» Exercise prompt: Copy out all lines from the entries below in which "view" occurs.

» Supplied entries:

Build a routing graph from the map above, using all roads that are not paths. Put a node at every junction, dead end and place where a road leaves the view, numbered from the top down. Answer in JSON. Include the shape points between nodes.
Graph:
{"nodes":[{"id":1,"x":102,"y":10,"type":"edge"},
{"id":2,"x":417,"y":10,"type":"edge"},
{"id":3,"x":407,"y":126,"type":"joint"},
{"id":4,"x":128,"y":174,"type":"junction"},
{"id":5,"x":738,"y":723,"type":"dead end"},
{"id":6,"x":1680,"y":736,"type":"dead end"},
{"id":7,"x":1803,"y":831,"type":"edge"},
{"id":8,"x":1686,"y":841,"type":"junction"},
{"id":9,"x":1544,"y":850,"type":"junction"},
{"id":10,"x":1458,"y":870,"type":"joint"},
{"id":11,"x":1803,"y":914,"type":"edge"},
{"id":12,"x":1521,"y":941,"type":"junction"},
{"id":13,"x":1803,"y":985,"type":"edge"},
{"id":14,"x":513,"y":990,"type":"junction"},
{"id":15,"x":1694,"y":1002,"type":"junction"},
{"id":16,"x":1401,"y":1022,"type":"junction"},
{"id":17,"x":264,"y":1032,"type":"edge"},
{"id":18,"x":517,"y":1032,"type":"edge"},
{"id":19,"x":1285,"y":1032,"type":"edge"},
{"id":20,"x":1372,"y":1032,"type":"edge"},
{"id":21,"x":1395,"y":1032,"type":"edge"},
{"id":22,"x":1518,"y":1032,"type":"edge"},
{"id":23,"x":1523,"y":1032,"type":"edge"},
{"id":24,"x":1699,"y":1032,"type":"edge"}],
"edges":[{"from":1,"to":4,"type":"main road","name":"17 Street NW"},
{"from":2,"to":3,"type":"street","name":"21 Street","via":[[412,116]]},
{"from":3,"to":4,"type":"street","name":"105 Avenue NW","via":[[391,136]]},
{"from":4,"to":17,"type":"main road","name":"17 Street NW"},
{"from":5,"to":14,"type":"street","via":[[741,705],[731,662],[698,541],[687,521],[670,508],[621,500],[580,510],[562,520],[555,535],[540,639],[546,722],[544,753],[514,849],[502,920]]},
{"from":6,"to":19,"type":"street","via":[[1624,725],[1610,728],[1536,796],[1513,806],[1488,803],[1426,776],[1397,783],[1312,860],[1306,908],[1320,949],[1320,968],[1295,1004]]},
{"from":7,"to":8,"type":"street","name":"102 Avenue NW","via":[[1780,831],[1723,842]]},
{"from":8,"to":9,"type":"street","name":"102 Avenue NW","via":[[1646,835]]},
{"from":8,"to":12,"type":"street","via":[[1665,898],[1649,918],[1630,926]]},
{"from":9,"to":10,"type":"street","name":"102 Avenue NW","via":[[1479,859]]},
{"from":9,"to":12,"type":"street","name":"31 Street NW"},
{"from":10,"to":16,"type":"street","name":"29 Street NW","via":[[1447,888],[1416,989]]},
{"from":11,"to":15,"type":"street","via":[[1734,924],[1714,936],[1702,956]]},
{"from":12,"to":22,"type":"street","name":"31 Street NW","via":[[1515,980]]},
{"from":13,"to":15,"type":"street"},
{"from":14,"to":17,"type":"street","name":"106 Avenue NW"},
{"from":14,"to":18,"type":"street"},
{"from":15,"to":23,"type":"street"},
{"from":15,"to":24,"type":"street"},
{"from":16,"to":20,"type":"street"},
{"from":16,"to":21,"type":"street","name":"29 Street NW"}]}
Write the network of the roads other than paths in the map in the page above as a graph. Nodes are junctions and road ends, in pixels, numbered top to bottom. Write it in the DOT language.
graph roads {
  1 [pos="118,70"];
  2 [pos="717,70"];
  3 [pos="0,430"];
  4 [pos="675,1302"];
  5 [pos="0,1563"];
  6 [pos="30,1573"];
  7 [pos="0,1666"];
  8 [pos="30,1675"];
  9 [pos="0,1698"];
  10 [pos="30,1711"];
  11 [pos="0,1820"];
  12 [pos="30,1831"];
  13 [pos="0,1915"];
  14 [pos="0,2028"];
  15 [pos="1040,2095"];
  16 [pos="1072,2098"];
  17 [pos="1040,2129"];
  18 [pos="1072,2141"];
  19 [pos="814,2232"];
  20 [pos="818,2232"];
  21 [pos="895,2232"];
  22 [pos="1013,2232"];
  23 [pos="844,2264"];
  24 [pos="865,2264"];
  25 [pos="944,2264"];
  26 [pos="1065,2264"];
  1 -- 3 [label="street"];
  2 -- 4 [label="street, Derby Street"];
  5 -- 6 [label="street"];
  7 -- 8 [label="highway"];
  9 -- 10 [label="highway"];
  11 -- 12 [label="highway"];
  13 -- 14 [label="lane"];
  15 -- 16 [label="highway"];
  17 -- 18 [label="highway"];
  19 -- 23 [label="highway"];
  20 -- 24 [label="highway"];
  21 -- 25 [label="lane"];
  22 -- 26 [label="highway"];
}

==

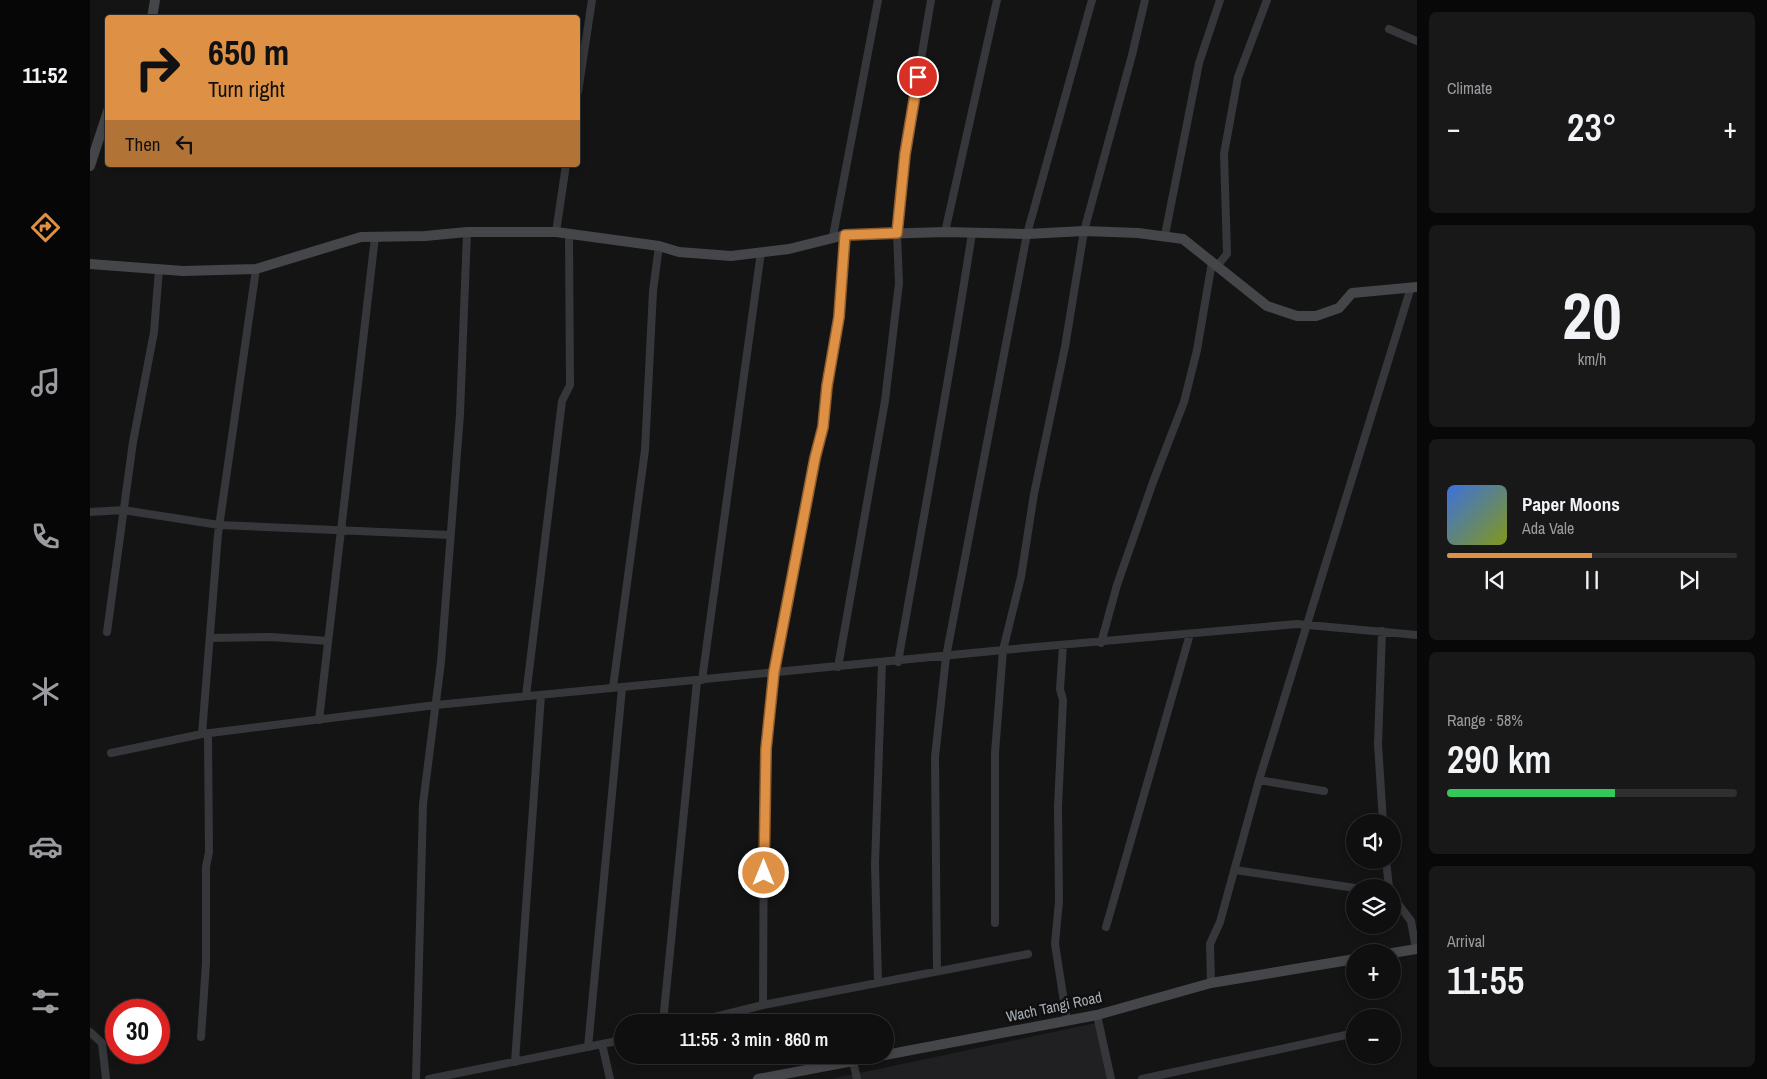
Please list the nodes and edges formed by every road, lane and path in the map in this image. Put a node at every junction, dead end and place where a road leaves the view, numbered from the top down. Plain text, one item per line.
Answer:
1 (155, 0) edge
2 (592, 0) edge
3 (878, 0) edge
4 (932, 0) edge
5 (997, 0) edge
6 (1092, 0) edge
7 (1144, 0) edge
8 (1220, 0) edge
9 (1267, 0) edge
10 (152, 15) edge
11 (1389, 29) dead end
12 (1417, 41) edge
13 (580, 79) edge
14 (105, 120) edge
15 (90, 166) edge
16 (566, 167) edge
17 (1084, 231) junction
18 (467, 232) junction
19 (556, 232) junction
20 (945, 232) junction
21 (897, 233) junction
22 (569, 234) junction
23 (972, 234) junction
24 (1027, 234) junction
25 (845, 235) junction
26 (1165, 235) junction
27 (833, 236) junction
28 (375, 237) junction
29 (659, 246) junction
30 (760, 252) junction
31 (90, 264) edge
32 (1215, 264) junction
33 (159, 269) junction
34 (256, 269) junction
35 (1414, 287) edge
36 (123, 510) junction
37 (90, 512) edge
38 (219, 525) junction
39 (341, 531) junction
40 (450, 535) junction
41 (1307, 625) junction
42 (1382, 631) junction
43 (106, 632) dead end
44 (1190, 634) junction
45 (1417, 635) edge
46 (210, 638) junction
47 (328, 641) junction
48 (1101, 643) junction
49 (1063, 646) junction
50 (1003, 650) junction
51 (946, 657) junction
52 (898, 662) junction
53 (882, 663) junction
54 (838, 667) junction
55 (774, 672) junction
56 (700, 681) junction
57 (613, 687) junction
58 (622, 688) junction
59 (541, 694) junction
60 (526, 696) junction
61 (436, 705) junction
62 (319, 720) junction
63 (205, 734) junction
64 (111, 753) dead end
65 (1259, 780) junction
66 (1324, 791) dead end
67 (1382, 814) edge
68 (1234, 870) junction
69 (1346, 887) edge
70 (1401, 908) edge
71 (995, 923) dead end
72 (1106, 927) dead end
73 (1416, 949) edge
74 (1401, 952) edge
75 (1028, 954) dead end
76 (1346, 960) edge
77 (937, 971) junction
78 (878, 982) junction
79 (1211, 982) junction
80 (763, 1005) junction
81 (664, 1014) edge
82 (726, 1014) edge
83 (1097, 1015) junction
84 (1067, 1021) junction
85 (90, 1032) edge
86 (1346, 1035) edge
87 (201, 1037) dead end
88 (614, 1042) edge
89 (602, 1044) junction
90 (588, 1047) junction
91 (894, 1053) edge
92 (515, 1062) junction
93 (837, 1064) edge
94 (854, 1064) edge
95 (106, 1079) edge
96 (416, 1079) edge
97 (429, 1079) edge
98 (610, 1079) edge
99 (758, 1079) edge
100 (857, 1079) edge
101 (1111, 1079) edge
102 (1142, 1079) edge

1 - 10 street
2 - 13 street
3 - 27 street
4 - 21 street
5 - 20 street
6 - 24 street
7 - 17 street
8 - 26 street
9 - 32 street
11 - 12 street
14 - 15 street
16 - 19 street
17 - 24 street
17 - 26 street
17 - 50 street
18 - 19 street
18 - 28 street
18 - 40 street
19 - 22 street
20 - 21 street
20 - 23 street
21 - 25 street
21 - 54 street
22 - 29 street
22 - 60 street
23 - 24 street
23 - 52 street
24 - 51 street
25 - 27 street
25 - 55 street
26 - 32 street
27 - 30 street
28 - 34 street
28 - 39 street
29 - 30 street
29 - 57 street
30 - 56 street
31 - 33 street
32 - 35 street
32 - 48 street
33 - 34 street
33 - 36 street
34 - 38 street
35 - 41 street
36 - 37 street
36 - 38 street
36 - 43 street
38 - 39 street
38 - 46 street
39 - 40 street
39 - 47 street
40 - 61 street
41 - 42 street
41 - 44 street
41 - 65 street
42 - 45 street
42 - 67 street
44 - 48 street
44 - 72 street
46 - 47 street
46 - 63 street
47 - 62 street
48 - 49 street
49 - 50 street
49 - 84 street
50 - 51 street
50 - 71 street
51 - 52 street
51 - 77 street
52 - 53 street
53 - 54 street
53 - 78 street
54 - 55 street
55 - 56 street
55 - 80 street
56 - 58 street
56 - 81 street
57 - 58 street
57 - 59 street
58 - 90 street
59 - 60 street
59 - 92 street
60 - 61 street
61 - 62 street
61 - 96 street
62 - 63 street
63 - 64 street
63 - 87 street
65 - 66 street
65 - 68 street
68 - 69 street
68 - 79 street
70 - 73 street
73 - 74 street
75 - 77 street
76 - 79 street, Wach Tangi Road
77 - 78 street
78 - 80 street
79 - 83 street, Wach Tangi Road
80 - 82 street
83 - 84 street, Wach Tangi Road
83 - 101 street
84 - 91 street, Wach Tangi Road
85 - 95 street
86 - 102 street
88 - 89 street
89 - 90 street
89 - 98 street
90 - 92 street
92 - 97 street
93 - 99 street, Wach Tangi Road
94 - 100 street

» Completed task:
Build a routing graph from the map above, using all roads that are not paths. Put a node at every junction, dead end and place where a road leaves the view, numbered from the top down. Answer in JSON. Include the shape points between nodes.
Please list the nodes and edges formed by every road, lane and path in the map in this image. Put a node at every junction, dead end and place where a road leaves the view, numbered from the top down. Plain text, one item per line.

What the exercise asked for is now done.